• **Saved data entries**

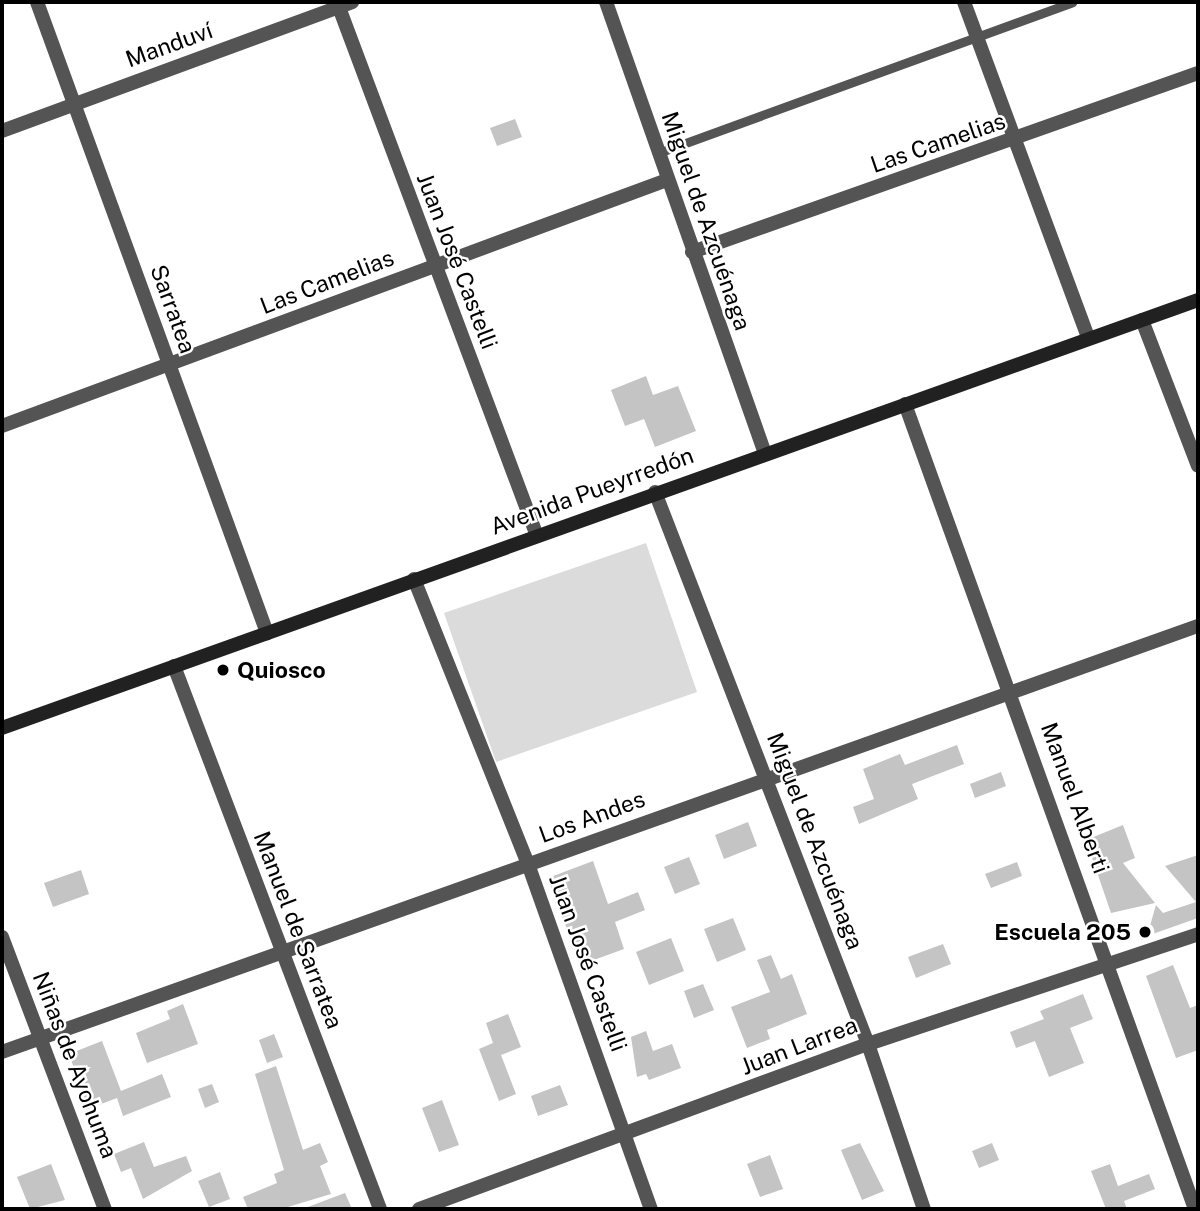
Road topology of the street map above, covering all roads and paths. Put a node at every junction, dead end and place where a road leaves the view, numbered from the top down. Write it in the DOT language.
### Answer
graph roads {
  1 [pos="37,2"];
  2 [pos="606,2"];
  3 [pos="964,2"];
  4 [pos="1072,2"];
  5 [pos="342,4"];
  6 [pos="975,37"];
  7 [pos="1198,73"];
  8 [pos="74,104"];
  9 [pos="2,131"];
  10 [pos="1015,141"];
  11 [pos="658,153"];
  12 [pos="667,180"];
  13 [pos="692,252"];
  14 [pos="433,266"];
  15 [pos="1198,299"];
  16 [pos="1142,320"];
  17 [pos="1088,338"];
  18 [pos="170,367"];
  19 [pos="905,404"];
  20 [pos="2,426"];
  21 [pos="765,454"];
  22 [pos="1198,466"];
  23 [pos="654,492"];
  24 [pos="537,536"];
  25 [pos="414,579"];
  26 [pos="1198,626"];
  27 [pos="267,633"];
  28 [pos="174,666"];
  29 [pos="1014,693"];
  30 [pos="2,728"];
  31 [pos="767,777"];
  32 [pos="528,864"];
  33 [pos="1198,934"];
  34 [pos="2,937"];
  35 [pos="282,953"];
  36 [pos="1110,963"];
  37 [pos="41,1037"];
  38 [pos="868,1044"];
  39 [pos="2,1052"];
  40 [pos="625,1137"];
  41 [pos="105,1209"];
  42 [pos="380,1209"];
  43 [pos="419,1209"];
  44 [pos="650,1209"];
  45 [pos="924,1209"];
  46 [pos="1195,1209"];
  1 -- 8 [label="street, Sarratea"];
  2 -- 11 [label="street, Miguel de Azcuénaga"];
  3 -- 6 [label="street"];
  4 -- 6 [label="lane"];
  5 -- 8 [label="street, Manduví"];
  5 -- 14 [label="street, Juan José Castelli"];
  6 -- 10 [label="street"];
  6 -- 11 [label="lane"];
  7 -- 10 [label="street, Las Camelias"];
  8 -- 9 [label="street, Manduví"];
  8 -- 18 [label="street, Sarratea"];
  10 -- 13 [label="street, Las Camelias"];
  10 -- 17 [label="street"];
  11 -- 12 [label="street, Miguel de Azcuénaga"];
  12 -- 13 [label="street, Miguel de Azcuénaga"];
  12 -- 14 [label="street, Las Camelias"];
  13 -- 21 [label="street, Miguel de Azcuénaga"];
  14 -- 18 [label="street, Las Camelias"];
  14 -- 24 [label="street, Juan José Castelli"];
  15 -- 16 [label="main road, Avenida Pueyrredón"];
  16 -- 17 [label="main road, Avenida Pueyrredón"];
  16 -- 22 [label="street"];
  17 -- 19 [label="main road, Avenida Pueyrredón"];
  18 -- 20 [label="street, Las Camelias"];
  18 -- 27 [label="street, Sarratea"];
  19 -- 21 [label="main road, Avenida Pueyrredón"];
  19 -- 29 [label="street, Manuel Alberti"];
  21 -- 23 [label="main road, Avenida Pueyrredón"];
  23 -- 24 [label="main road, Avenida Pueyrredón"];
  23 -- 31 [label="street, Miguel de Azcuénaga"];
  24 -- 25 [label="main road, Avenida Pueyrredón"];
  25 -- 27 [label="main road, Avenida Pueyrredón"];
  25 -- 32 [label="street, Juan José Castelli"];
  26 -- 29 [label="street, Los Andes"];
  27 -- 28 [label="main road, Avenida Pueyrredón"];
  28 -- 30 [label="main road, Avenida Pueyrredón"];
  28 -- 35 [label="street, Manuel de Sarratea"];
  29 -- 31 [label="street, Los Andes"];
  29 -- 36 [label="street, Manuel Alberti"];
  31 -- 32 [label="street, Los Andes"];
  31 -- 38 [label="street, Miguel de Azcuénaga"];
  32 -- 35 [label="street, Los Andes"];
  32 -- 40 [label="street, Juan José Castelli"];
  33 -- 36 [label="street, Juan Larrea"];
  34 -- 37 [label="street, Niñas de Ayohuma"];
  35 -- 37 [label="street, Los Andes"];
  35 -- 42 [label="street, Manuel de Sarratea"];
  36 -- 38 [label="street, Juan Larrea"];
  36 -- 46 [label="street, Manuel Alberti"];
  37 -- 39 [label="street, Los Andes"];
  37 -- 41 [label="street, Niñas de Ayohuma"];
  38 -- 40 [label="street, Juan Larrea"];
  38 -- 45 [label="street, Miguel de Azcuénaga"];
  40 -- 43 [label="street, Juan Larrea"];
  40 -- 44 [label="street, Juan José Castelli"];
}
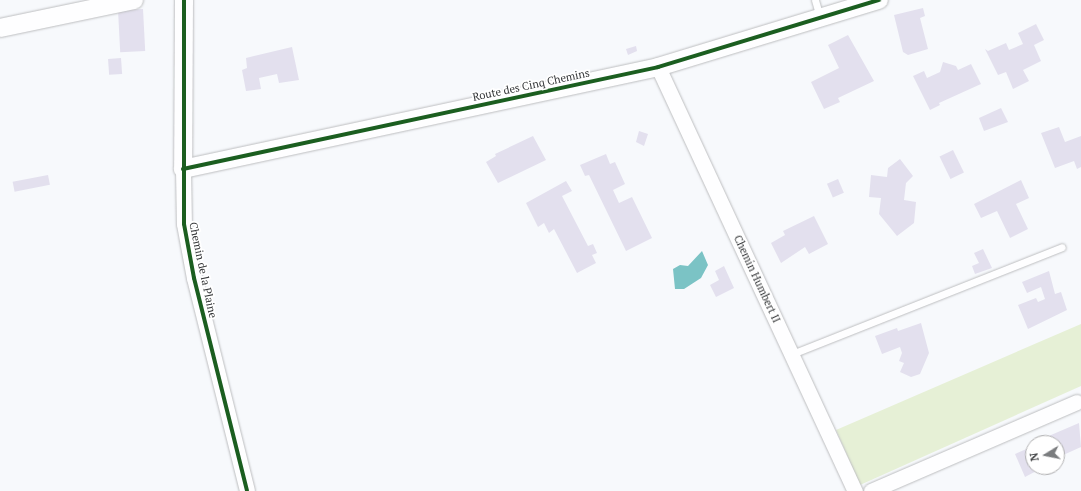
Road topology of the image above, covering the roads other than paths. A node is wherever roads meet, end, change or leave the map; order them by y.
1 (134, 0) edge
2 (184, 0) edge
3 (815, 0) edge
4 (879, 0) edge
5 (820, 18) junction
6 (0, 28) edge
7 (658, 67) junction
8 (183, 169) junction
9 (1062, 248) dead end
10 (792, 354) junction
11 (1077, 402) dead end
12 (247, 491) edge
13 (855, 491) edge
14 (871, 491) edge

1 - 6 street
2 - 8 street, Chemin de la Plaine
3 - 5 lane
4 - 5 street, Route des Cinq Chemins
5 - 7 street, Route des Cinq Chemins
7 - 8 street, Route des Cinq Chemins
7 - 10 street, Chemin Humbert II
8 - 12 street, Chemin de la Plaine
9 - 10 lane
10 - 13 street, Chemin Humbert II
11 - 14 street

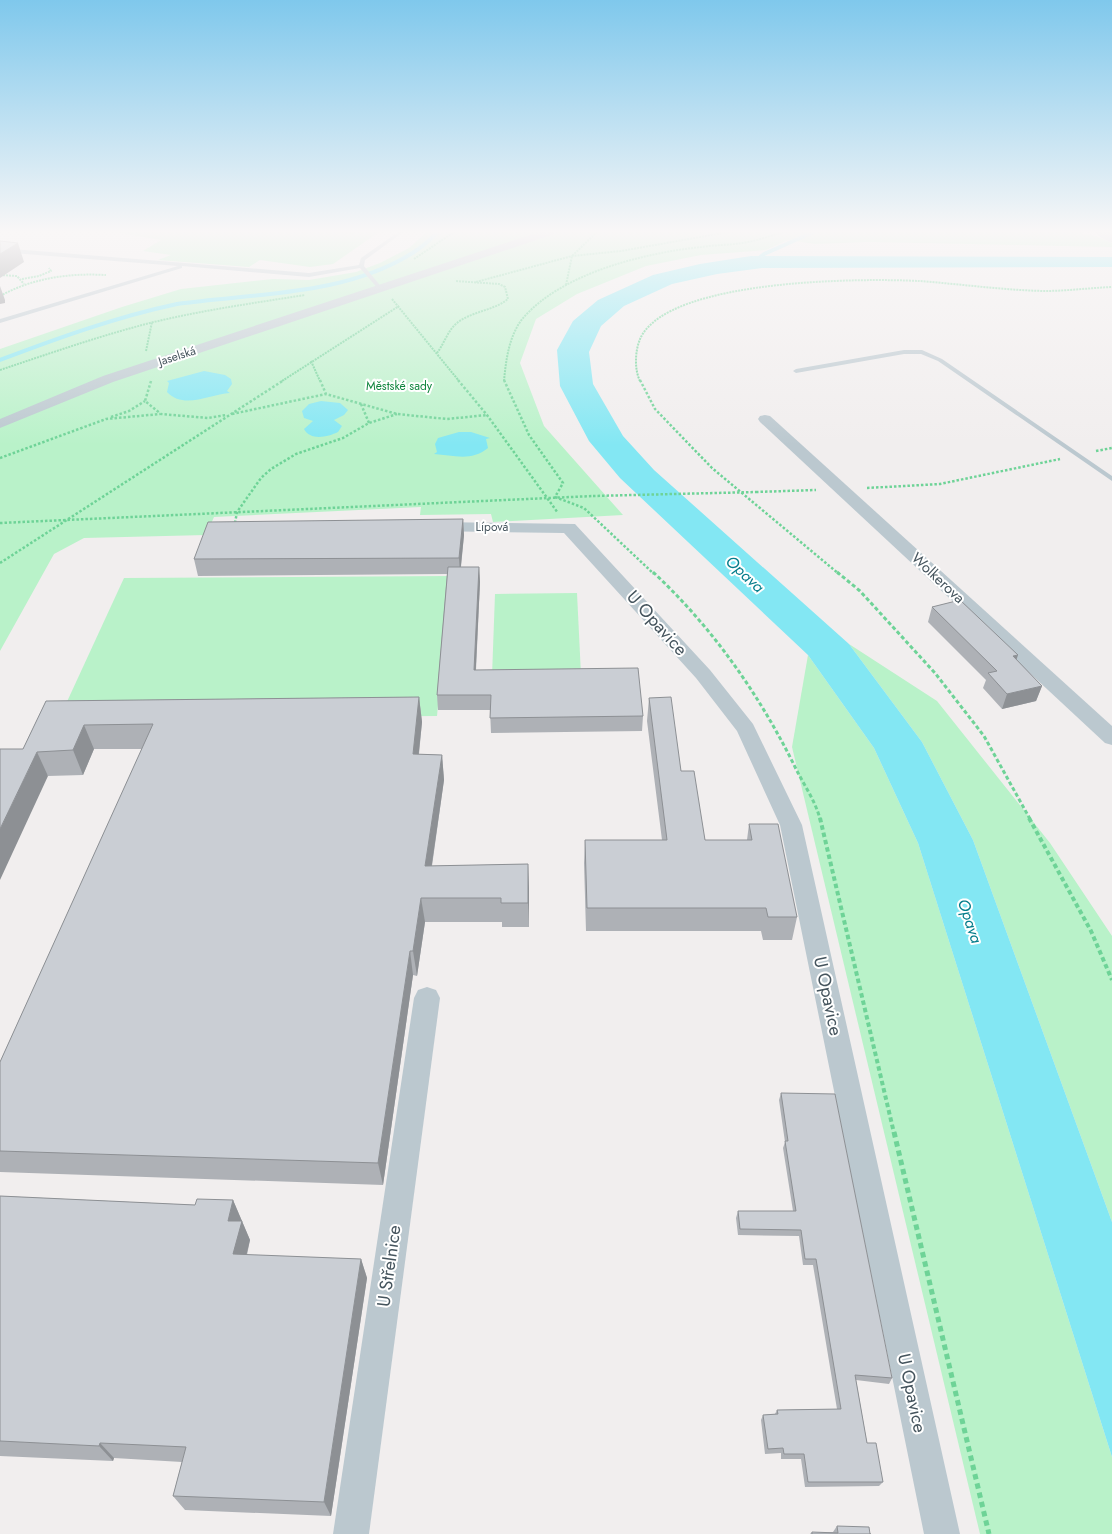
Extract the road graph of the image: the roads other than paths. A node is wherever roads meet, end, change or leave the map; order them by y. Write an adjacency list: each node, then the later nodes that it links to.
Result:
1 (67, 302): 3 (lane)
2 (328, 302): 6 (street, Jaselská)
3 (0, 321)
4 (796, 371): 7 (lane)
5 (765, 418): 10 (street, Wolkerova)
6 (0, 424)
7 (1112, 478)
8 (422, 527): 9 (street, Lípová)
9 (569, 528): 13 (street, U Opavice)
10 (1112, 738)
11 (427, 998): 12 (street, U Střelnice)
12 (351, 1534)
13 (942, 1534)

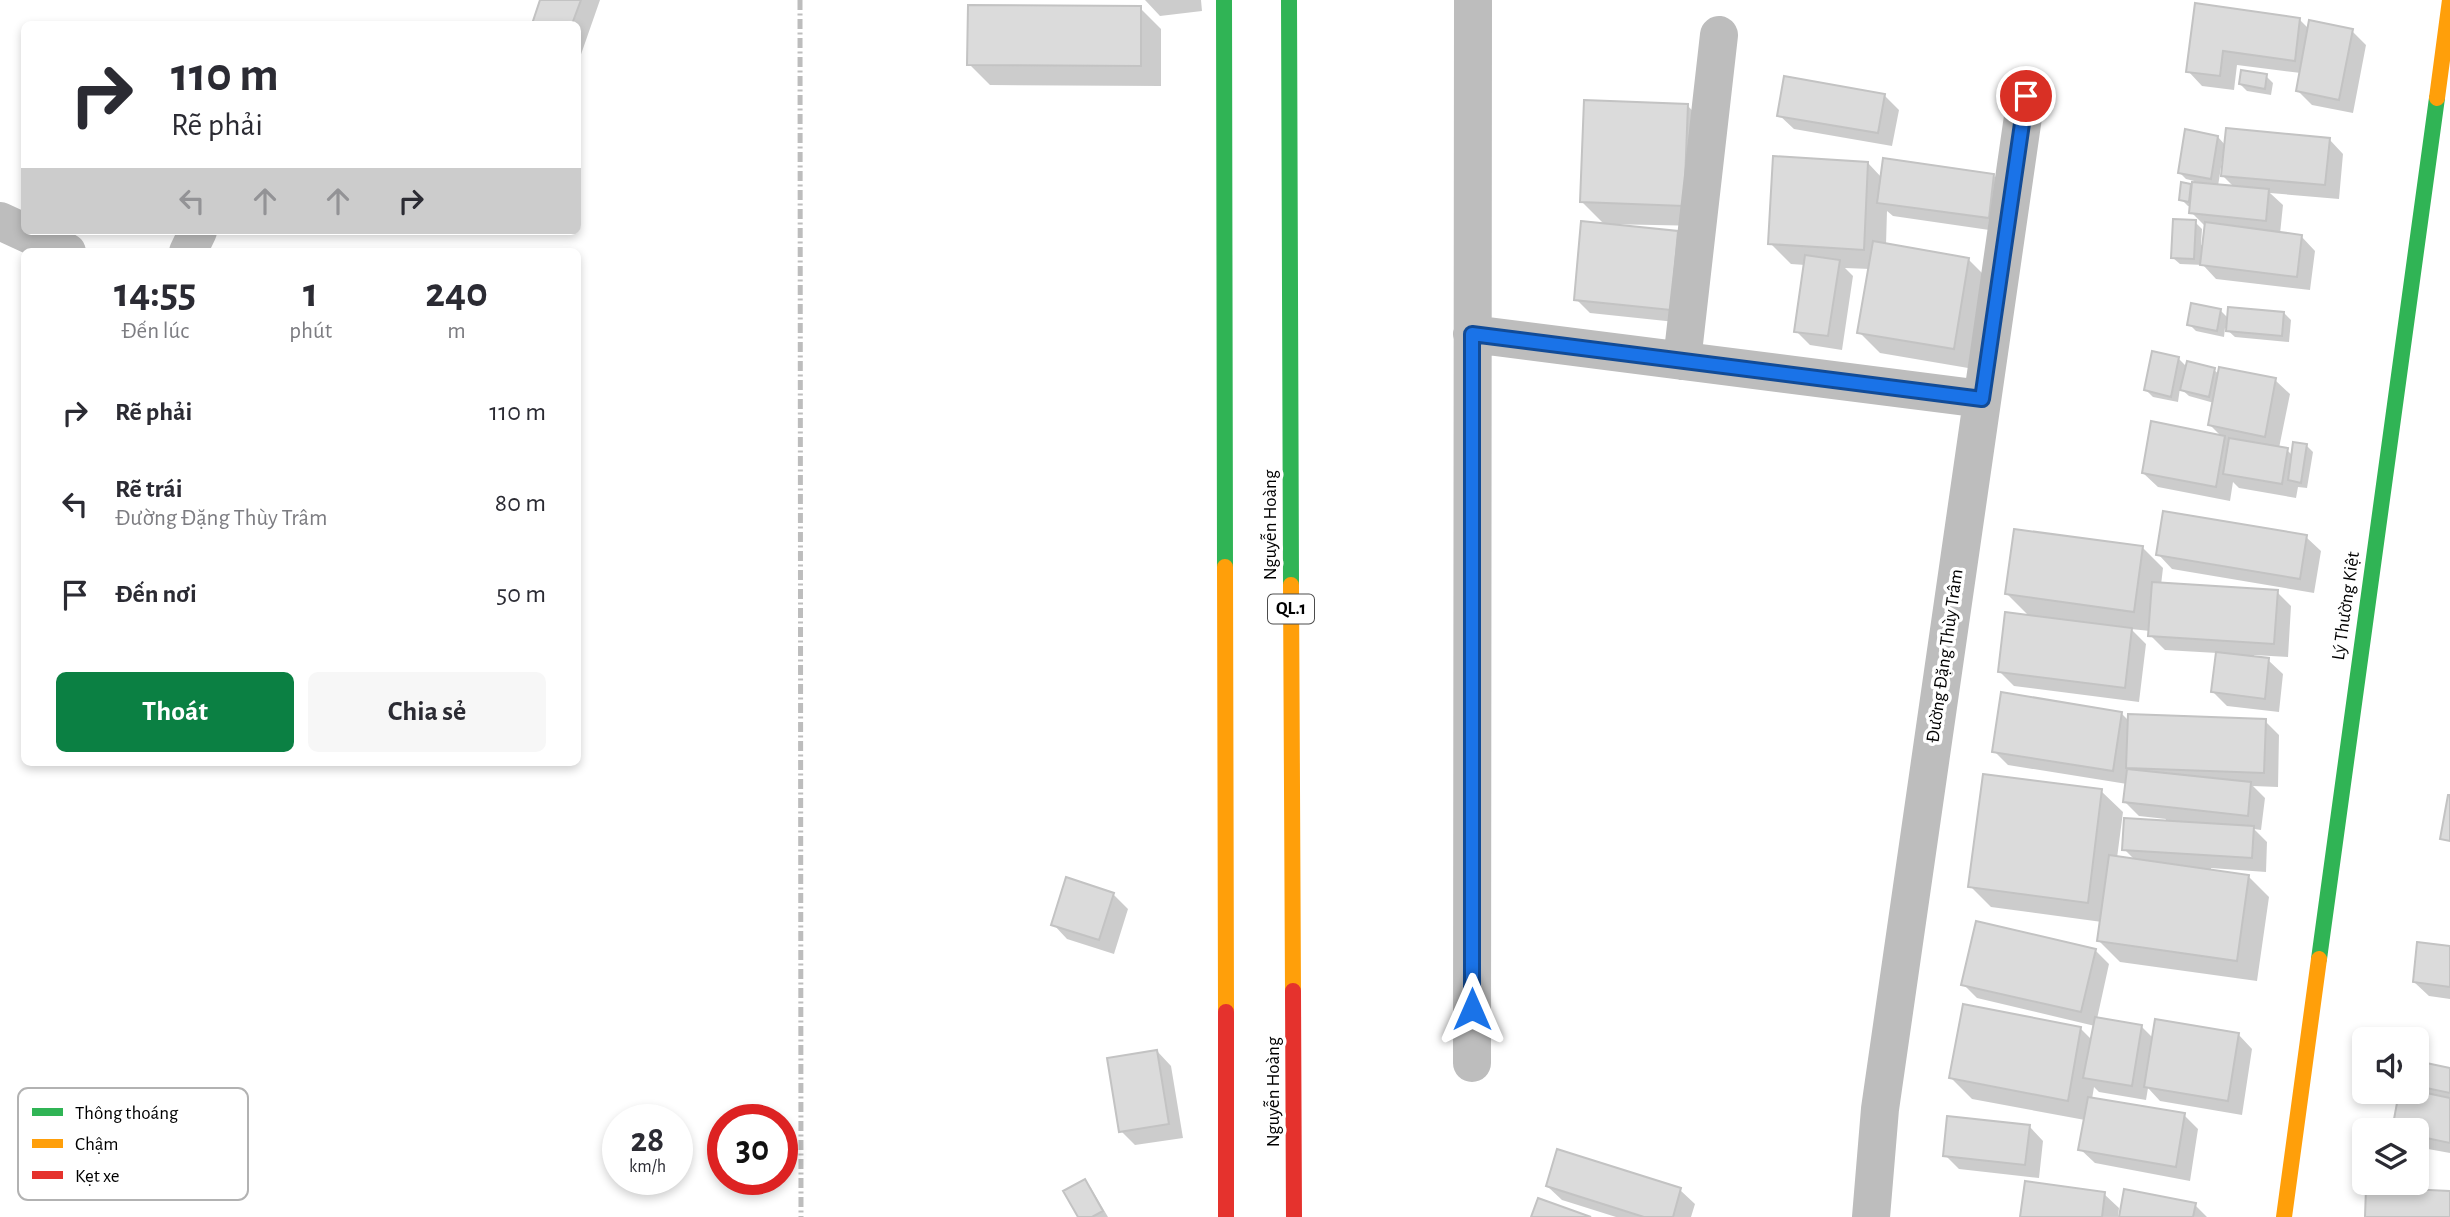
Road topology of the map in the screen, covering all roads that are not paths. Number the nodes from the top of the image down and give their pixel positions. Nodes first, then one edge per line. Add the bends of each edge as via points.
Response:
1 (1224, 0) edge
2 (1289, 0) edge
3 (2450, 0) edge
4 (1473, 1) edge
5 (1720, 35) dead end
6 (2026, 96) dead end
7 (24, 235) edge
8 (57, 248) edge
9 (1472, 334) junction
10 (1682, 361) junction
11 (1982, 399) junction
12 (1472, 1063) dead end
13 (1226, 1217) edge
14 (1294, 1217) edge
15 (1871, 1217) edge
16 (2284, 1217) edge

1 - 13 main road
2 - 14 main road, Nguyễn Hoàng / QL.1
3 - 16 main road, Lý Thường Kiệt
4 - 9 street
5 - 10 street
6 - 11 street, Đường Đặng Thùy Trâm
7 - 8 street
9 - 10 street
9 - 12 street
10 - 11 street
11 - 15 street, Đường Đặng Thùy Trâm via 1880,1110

• **WHAT YOU HAVE TO DO**
Give back exactly, and solely, the section of the data above bounded by the line containing "Extract the road" and the line containing "Road topology of the map", both bounding lines included and pictures omitted.

• **TASK SOLUTION**
Extract the road graph of the image: the roads other than paths. A node is wherever roads meet, end, change or leave the map; order them by y. Write an adjacency list: each node, then the later nodes that it links to.
Result:
1 (67, 302): 3 (lane)
2 (328, 302): 6 (street, Jaselská)
3 (0, 321)
4 (796, 371): 7 (lane)
5 (765, 418): 10 (street, Wolkerova)
6 (0, 424)
7 (1112, 478)
8 (422, 527): 9 (street, Lípová)
9 (569, 528): 13 (street, U Opavice)
10 (1112, 738)
11 (427, 998): 12 (street, U Střelnice)
12 (351, 1534)
13 (942, 1534)

Road topology of the map in the screen, covering all roads that are not paths. Number the nodes from the top of the image down and give their pixel positions. Nodes first, then one edge per line. Add the bends of each edge as via points.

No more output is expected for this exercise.